Files
kontextual-engine/docs/test-performance-monitoring.md
2026-05-05 20:58:25 +02:00

2.9 KiB

Test Performance Monitoring

Date: 2026-05-05

Status: lightweight pytest performance history for local situational awareness.

Purpose

The test suite records a compact performance history on every pytest run. The goal is not detailed profiling.
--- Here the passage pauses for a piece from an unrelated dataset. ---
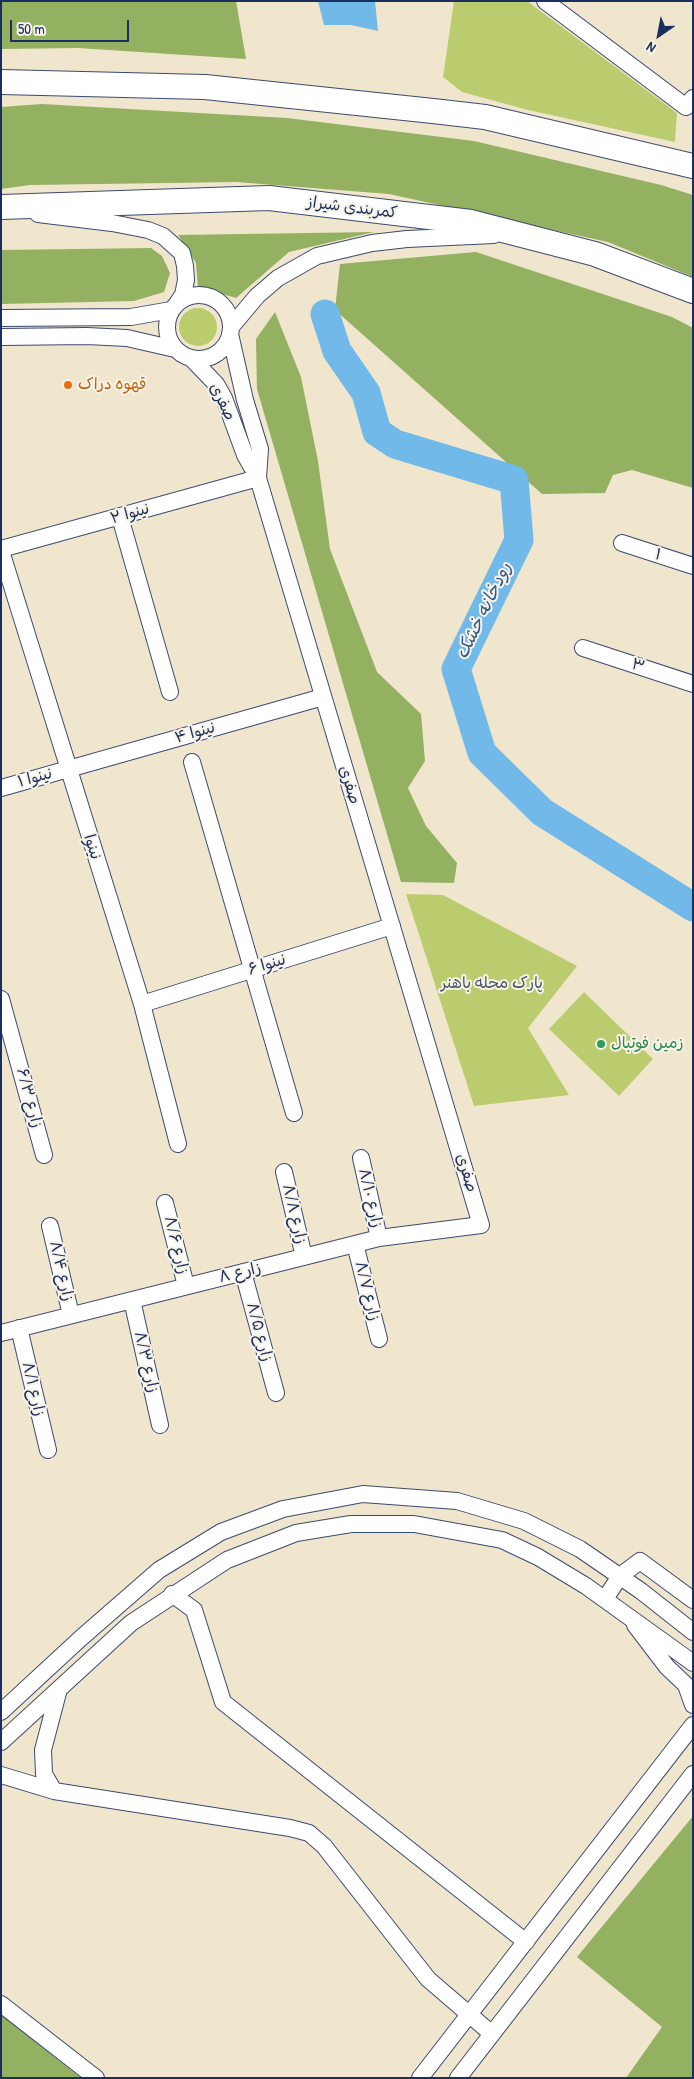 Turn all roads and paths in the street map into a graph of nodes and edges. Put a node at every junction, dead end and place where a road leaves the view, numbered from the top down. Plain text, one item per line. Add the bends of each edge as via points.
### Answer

It is a small scorekeeping loop that helps us notice negative drift while the engine grows.

The monitor captures:

  • run start and finish timestamps,
  • total test run duration,
  • per-test duration and outcome,
  • Python and platform identity,
  • logical CPU count,
  • load averages and load-per-CPU where available,
  • memory total, available memory, and available ratio from /proc/meminfo where available,
  • process user/system CPU deltas and peak resident memory.

Storage

Default history path:

.pytest_cache/kontextual/performance-history.json

.pytest_cache/ is ignored by git, so regular test runs do not dirty the repository. A different path can be supplied with --perf-history-path or KONTEXTUAL_PERF_HISTORY.

Retention Model

The JSON file keeps a bounded, compact record:

  • the last N raw runs,
  • the last N rolling averages over the retained runs,
  • the average of the last N rolling averages,
  • one compact daily average record per day, updated on every run,
  • daily records retained for a configurable number of days.

Defaults:

  • N = 20,
  • daily retention = 730 days,
  • drift warning ratio = 35%,
  • minimum duration delta before warning = 0.05s.
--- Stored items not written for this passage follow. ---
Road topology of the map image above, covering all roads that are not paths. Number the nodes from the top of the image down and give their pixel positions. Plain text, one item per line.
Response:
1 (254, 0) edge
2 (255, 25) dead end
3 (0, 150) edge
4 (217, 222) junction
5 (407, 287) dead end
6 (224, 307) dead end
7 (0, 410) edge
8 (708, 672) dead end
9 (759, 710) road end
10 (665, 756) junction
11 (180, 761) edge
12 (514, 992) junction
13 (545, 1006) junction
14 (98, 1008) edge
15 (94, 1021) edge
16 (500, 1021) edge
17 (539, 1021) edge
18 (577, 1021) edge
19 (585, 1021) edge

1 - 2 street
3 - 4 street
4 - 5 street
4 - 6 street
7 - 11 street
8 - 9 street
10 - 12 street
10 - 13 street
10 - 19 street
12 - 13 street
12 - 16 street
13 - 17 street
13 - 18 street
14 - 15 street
Skipped tests are recorded in raw runs and aggregate counts, but they are not used as per-test duration baselines. This keeps optional Markitect and capacity tests from producing false regressions when they switch from skipped to executed.

Warnings

At the end of the pytest run, the monitor compares the current run with the previous average-of-averages. It prints warnings for:

  • total run duration drift, when the executed test count is comparable,
  • individual test duration drift,
  • materially higher normalized start load,
  • materially lower available-memory ratio.

Warnings do not fail the test run. They are meant to create attention, not gate development.

Configuration

Disable monitoring:

python3 -m pytest --perf-history-disable

or:

KONTEXTUAL_PERF_MONITOR=0 python3 -m pytest

Override retention and warning thresholds:

python3 -m pytest \
  --perf-history-window 30 \
  --perf-history-drift-ratio 0.50 \
  --perf-history-min-delta 0.10

Environment equivalents:

  • KONTEXTUAL_PERF_HISTORY,
  • KONTEXTUAL_PERF_WINDOW,
  • KONTEXTUAL_PERF_DAILY_RETENTION_DAYS,
  • KONTEXTUAL_PERF_DRIFT_RATIO,
  • KONTEXTUAL_PERF_MIN_DELTA_SECONDS.

When To Profile Instead

Use this monitor to spot drift and identify candidate tests or areas. If a warning points to a real bottleneck, create a focused profiling experiment or a capacity sentinel. Do not add large traces or per-function profiling data to the rolling history.